--- RECORDS SUPPLIED ---

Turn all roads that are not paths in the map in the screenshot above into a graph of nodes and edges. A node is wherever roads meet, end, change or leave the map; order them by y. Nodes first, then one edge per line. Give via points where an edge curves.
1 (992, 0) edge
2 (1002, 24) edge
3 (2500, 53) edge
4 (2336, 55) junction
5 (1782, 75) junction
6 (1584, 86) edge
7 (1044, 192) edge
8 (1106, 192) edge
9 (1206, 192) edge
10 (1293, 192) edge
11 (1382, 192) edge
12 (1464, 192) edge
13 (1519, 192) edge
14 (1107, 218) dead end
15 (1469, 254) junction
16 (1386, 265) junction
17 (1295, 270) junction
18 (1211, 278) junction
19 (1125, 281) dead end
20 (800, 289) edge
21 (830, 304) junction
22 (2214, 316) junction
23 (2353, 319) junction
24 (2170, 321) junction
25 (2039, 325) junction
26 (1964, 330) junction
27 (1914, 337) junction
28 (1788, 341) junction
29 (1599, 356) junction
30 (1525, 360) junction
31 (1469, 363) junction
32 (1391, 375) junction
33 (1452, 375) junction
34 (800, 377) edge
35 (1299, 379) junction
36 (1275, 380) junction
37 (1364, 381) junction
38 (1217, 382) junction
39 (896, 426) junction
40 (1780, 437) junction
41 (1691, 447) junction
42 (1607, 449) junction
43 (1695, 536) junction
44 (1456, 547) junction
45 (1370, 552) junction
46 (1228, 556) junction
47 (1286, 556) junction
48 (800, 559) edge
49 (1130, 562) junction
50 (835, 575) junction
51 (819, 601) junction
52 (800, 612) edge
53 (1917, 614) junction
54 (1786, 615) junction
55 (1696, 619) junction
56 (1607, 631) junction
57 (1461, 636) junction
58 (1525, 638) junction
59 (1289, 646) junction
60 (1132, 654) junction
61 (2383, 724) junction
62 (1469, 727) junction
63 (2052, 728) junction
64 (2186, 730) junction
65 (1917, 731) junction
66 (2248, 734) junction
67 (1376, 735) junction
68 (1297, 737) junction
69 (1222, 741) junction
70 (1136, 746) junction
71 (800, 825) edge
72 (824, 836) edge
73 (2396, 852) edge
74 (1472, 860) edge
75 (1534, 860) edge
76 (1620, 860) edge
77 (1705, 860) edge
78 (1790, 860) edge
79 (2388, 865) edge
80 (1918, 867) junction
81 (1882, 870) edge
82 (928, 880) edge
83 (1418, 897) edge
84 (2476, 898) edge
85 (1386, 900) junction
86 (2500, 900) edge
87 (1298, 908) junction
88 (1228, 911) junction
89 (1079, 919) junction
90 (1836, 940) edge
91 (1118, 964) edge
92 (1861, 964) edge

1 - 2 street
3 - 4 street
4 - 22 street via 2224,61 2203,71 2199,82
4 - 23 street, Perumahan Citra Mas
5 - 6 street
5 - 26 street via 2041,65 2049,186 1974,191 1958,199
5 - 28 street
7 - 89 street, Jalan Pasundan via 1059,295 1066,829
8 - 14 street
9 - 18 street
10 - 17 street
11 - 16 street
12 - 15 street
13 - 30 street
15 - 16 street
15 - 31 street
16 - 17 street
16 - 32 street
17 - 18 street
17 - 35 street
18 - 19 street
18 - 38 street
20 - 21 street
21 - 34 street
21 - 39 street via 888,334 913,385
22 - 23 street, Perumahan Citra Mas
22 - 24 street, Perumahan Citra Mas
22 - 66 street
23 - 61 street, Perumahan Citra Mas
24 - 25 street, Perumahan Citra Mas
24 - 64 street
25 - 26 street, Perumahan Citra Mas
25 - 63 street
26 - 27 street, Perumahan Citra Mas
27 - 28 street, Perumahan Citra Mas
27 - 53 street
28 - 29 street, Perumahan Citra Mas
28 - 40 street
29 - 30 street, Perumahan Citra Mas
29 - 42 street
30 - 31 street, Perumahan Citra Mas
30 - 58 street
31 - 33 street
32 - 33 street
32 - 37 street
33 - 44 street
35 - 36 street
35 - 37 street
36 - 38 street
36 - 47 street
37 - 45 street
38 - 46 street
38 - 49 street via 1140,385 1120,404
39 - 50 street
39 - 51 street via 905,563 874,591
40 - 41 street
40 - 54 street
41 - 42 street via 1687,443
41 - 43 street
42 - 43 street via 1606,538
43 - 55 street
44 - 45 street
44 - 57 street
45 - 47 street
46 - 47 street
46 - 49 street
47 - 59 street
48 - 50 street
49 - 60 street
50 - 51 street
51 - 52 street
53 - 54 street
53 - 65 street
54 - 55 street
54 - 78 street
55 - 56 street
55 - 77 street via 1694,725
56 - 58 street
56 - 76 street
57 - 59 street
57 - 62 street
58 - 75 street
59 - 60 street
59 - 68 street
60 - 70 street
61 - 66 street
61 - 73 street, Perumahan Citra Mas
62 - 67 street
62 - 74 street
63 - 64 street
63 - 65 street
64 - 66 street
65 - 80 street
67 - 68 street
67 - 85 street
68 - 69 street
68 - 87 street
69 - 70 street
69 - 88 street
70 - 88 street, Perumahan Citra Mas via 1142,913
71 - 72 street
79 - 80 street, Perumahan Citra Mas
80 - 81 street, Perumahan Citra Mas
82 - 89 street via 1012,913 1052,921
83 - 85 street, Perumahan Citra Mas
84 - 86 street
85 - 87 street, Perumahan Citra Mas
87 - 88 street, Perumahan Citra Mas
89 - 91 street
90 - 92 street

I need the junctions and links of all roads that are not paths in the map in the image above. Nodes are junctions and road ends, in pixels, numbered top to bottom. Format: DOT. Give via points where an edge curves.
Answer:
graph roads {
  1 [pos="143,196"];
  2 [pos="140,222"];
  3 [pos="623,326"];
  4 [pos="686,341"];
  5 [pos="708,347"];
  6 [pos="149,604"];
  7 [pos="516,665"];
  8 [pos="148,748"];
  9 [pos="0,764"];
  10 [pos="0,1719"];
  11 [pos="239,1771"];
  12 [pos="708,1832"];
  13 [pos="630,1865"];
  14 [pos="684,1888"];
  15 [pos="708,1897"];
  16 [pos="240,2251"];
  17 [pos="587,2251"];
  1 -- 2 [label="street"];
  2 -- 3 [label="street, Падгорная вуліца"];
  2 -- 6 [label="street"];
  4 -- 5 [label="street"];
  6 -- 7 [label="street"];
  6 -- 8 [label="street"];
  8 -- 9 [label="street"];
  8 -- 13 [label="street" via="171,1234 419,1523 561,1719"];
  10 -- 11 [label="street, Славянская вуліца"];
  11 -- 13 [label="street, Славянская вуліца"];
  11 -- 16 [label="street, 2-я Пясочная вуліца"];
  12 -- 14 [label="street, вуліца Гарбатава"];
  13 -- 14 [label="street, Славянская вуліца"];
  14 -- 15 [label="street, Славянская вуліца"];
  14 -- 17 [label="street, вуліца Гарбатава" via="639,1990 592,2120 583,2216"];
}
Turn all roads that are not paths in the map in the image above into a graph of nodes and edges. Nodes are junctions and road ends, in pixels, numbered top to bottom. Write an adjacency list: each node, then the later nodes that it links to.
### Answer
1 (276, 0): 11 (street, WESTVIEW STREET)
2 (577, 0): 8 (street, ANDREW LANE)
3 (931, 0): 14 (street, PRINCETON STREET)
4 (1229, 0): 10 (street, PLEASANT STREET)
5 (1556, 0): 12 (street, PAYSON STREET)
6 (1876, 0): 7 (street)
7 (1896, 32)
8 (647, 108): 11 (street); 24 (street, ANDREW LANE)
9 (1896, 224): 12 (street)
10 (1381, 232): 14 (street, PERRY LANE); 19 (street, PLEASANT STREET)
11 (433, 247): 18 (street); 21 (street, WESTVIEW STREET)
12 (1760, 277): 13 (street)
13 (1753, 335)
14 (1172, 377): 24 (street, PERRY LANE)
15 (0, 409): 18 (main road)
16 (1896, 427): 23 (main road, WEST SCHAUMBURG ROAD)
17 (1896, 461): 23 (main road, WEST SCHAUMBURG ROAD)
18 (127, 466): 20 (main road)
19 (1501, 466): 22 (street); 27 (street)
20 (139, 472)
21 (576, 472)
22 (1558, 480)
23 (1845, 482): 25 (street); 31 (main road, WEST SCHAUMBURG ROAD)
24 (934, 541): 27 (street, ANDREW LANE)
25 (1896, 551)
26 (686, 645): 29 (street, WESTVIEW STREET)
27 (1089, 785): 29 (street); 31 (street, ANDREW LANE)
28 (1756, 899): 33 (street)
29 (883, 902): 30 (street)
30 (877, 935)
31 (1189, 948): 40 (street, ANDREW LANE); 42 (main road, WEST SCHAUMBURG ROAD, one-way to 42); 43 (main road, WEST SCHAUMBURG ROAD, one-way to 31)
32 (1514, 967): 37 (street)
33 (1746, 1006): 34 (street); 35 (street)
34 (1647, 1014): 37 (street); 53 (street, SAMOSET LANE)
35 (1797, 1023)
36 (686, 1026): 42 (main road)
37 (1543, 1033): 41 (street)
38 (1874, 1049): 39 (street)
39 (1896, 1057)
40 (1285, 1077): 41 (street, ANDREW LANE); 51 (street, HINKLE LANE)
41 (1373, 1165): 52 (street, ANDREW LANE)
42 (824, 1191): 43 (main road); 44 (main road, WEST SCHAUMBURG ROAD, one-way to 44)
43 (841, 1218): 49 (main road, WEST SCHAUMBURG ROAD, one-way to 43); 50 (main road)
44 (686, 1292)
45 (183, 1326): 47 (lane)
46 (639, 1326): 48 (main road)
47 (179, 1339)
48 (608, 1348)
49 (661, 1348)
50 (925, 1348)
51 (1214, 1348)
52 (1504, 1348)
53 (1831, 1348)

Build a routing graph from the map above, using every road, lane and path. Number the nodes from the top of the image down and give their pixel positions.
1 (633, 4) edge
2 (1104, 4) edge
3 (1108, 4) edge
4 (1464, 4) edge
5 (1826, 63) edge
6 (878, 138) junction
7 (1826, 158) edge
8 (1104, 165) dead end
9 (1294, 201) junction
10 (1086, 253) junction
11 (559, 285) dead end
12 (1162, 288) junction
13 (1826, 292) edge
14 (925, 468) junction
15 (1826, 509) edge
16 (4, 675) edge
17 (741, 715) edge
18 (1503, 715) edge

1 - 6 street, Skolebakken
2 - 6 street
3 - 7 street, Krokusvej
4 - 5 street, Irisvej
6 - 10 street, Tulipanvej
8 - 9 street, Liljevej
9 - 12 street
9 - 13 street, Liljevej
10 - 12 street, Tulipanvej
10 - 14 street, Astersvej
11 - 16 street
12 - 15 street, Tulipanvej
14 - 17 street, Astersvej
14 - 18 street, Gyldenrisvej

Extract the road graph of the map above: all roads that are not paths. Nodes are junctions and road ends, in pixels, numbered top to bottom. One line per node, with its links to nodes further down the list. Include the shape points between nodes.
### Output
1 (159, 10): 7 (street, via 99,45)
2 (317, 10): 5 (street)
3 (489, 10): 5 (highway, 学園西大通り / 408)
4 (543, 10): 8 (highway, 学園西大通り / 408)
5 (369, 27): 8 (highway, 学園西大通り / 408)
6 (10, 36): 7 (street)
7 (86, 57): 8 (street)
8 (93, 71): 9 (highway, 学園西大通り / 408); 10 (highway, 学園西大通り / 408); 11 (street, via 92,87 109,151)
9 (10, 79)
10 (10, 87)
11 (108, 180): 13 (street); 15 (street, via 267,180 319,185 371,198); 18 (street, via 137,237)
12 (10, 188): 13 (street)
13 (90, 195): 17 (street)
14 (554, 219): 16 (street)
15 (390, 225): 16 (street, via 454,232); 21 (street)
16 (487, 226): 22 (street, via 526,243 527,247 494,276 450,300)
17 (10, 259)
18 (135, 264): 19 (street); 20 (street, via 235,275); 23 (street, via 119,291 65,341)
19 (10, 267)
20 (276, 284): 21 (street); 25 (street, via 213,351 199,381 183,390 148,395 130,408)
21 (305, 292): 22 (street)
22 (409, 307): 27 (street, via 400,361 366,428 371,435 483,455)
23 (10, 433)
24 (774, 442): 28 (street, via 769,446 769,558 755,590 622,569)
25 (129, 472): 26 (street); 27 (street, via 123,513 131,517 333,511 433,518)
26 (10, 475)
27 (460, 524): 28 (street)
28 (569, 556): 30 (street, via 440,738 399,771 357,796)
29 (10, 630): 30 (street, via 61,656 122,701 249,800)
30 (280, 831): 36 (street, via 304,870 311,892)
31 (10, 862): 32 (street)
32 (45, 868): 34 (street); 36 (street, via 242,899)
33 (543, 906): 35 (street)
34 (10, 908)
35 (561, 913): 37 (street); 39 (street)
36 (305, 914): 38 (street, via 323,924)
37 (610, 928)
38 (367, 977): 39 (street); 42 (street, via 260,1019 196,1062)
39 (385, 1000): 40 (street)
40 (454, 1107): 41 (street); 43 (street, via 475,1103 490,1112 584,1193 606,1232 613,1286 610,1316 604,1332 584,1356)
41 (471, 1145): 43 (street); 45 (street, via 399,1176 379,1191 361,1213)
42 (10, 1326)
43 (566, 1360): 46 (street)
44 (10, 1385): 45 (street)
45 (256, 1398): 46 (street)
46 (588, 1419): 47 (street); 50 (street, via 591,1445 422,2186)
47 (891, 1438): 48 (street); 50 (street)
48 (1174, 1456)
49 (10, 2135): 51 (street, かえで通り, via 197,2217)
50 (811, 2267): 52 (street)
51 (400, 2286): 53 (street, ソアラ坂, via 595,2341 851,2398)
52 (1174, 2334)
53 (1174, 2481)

---

### INSTRUCTIONS FOR THE TASK
Reproduce each line of the material containing the word "list".

### SOLUTION FOR THIS TASK
Turn all roads that are not paths in the map in the image above into a graph of nodes and edges. Nodes are junctions and road ends, in pixels, numbered top to bottom. Write an adjacency list: each node, then the later nodes that it links to.
Extract the road graph of the map above: all roads that are not paths. Nodes are junctions and road ends, in pixels, numbered top to bottom. One line per node, with its links to nodes further down the list. Include the shape points between nodes.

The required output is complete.